Failure to Update Care Plans With Current Orders and Resident Needs
Penalty
Summary
The deficiency involves the facility’s failure to revise and update care plans to reflect current physician orders and resident conditions for multiple residents. One resident had a physician’s order dated 12/31/25 for enteral feeding with 250 ml of Jevity 1.2 to be given when oral intake was less than 25% of meals, but the comprehensive care plan dated 04/22/25 did not include this enteral feeding order or related interventions. The DON confirmed that the resident’s enteral feeds and interventions were not documented in the care plan. Another resident, admitted on an unspecified date, was observed on 01/06/26 to have thick, layered toenails. This resident had a physician’s order dated 11/14/25 to check fingernails and toenails, trim and file as allowed every Tuesday and Friday, and document refusals. However, the care plan dated 12/28/25 did not include the nail care order or describe how staff manage care when the resident refuses nail care and becomes combative. A CNA reported that this resident does not allow staff to file or trim her nails and becomes combative, and the Unit Manager stated his expectation that the resident should be care planned for nail care and behaviors. A third resident had a physician’s order dated 12/29/25 for PRN oxygen therapy at 1–2 L/min via nasal cannula for low oxygen, but the care plan dated 09/08/25 did not include oxygen therapy or related interventions.
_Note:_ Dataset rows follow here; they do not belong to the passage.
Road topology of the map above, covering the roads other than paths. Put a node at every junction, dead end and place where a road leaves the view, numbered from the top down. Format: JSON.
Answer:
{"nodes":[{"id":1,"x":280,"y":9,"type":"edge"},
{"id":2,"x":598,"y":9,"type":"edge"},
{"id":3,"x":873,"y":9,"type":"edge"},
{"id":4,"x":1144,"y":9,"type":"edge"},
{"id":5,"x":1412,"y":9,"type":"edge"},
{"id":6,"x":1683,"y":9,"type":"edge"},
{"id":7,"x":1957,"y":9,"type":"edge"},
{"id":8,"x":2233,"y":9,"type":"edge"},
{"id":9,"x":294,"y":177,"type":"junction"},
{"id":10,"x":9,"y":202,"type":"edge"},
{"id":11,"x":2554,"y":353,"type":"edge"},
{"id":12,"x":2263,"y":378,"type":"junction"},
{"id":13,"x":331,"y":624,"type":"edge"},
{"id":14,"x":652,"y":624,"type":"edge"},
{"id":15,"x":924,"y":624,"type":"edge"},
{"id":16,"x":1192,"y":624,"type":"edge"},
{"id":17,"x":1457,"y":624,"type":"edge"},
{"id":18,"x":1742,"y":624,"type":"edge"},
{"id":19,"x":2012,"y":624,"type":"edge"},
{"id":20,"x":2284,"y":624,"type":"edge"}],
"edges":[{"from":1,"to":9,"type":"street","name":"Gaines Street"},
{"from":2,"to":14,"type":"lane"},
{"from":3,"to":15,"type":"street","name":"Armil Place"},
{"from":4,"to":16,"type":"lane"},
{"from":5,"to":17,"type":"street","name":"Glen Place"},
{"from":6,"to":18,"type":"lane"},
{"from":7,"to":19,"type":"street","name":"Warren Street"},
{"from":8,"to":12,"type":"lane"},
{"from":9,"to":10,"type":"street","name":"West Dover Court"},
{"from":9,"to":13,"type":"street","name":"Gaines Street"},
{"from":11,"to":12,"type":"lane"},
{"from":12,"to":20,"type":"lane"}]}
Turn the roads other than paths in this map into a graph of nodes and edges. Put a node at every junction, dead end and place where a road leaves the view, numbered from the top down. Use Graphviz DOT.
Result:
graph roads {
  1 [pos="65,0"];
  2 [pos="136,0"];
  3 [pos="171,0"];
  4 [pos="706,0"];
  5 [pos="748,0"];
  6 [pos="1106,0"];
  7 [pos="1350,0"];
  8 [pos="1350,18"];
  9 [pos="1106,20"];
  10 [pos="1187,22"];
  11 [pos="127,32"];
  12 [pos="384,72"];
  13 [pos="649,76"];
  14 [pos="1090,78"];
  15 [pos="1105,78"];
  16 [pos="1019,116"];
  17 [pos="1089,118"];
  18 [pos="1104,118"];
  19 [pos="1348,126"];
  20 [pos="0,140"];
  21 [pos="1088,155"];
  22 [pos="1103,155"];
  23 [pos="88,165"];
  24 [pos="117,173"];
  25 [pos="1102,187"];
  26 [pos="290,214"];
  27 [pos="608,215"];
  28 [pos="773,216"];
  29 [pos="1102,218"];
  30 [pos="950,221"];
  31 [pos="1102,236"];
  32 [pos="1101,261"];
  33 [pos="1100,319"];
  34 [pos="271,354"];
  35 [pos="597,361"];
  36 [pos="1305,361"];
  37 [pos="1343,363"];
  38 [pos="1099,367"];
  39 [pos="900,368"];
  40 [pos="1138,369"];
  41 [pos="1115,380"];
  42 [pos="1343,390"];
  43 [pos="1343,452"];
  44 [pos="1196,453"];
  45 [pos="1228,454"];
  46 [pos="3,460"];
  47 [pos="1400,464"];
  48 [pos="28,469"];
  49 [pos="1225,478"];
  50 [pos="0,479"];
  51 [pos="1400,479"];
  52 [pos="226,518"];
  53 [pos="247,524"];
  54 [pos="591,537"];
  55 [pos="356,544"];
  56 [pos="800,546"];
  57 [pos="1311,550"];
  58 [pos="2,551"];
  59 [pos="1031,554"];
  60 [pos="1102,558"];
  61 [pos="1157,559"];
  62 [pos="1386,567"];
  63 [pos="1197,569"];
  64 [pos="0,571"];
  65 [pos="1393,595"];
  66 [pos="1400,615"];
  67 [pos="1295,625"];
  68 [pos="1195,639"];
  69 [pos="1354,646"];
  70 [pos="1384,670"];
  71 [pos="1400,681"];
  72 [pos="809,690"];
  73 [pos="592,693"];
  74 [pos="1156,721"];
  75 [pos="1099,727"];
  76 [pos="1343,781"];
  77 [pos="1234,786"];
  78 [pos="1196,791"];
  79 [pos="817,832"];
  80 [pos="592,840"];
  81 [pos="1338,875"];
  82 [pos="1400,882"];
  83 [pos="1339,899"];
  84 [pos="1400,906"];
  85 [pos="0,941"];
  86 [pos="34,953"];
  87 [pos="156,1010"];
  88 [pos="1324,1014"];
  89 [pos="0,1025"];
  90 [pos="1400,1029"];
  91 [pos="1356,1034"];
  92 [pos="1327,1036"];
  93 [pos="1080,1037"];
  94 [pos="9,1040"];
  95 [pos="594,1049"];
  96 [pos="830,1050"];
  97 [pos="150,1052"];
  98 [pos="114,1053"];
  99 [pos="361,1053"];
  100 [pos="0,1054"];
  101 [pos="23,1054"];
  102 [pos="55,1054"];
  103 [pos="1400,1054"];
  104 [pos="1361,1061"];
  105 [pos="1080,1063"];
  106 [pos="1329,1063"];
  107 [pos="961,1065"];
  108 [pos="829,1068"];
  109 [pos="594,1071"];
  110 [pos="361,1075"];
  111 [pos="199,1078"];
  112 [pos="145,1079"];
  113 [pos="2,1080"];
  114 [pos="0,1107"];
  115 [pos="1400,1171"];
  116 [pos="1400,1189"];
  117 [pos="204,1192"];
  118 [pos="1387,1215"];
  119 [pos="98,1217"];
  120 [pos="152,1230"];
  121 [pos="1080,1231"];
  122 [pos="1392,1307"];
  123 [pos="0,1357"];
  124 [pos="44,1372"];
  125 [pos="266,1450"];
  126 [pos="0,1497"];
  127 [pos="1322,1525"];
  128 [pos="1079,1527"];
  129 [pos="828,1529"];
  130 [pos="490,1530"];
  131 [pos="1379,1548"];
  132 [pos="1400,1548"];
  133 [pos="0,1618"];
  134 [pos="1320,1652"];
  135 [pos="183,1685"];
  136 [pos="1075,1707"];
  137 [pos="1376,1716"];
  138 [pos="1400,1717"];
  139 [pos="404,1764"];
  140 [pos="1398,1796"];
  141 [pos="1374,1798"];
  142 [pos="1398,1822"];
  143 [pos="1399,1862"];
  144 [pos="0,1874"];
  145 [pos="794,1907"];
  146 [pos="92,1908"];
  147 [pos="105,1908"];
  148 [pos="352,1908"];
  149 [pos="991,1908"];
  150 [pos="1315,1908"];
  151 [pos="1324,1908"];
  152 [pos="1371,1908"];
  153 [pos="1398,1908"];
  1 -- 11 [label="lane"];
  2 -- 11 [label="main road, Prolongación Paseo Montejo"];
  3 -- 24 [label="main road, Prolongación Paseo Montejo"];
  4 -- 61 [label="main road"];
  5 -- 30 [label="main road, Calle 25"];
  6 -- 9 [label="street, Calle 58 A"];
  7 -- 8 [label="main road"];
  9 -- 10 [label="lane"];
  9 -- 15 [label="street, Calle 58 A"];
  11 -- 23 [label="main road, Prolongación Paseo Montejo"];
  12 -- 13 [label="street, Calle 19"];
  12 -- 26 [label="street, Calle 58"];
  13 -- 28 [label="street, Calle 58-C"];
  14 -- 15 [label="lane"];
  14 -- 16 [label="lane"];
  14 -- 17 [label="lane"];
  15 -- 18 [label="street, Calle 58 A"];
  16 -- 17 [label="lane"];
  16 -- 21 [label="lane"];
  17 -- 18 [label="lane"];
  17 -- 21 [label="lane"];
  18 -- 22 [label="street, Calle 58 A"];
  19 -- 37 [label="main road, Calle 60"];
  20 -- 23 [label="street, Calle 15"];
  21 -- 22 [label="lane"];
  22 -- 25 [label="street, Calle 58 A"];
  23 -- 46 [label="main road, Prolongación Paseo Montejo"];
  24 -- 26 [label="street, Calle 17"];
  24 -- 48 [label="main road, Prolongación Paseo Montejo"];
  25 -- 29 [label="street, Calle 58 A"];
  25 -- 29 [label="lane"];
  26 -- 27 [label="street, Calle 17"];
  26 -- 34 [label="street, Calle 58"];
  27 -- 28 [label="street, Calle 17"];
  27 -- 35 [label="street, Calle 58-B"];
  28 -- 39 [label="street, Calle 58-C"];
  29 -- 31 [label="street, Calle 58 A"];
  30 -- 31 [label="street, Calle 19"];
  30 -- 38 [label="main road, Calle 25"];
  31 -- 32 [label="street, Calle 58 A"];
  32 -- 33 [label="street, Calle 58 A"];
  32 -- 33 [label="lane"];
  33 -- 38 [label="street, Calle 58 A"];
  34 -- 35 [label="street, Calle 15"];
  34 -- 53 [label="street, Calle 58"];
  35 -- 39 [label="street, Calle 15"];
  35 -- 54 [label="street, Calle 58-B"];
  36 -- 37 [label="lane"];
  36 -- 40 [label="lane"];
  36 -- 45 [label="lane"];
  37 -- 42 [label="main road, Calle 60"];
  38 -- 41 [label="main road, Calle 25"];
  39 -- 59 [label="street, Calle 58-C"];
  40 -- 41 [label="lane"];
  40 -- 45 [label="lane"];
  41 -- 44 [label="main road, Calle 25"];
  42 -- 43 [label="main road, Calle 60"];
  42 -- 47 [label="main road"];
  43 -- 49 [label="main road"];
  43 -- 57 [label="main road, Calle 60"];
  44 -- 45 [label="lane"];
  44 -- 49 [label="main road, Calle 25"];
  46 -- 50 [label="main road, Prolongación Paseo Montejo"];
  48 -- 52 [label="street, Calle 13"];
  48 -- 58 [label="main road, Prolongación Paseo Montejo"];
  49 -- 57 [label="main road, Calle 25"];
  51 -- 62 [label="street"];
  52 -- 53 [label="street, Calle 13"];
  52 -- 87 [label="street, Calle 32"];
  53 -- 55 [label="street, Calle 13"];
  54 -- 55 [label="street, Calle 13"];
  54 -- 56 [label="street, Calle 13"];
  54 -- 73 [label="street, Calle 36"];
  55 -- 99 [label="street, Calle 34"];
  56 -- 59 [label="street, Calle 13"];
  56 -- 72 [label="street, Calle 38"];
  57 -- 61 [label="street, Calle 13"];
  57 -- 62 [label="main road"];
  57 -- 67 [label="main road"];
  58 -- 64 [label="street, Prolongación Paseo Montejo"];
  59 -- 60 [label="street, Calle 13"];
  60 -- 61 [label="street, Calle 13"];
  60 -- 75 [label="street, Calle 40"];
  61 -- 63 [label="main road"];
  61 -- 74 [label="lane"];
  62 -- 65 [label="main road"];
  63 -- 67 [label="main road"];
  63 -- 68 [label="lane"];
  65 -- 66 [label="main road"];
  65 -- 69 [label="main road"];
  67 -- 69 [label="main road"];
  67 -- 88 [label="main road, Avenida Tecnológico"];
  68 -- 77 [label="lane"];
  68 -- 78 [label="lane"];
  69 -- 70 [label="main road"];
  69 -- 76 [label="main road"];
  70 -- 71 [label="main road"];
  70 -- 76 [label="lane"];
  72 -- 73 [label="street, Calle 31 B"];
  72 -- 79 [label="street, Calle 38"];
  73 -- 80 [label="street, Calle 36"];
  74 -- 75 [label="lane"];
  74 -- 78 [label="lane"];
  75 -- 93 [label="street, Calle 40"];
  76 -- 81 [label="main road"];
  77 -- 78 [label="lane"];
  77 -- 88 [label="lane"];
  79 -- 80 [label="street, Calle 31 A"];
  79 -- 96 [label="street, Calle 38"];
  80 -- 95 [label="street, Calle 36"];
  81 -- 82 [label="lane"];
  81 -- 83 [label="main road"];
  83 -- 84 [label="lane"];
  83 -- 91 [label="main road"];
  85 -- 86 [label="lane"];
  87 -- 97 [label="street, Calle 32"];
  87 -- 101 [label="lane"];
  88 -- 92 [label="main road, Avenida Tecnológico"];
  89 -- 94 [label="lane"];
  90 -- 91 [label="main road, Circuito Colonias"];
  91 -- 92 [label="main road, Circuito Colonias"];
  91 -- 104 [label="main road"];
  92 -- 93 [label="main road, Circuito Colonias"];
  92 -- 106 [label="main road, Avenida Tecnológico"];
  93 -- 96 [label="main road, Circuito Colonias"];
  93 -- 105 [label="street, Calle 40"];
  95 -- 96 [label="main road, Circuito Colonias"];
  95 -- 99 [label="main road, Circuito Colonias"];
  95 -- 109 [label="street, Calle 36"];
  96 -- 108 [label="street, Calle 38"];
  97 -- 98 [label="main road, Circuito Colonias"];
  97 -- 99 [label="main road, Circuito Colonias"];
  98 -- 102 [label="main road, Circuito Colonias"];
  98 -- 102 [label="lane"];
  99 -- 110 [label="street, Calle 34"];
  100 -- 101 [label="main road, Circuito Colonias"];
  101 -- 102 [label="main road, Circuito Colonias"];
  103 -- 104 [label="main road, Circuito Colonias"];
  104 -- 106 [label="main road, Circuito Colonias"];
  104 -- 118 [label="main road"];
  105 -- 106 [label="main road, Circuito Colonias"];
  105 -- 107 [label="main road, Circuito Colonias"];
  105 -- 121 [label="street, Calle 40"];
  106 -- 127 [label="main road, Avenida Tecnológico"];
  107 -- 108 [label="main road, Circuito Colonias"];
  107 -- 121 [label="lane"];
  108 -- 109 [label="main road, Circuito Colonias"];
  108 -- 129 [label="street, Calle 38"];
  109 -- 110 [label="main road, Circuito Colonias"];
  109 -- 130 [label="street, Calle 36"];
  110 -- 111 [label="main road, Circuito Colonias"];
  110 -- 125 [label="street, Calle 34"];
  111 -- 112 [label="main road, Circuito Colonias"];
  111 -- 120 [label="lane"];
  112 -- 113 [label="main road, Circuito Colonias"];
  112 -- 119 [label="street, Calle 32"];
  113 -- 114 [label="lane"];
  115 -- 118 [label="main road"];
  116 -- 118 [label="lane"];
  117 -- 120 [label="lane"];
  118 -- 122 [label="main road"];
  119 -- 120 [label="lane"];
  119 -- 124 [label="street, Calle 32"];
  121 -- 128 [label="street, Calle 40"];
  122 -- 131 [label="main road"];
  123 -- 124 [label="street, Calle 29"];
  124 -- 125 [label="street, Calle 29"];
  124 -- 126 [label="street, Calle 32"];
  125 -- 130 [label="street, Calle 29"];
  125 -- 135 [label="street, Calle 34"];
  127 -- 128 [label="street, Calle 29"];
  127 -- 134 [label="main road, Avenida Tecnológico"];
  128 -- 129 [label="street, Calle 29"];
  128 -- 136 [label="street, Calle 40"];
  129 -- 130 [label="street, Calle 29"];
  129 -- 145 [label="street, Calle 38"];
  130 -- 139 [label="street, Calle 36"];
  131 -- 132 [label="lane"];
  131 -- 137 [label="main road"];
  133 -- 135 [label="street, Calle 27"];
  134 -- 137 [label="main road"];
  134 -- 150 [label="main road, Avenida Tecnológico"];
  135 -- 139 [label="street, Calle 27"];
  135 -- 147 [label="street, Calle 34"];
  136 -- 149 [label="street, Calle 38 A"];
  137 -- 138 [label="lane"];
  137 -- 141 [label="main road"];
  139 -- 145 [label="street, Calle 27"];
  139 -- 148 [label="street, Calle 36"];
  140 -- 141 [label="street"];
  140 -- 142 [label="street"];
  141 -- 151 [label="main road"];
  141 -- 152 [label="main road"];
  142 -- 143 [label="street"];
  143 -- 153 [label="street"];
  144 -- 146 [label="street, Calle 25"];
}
The Administrator confirmed that the resident’s oxygen and interventions were not documented on the care plan and stated that oxygen should be documented there. Across these residents, surveyors identified that the facility did not ensure care plans were revised with the most current information, including new physician orders and behavioral responses to care, despite observations, record reviews, and staff interviews confirming the omissions.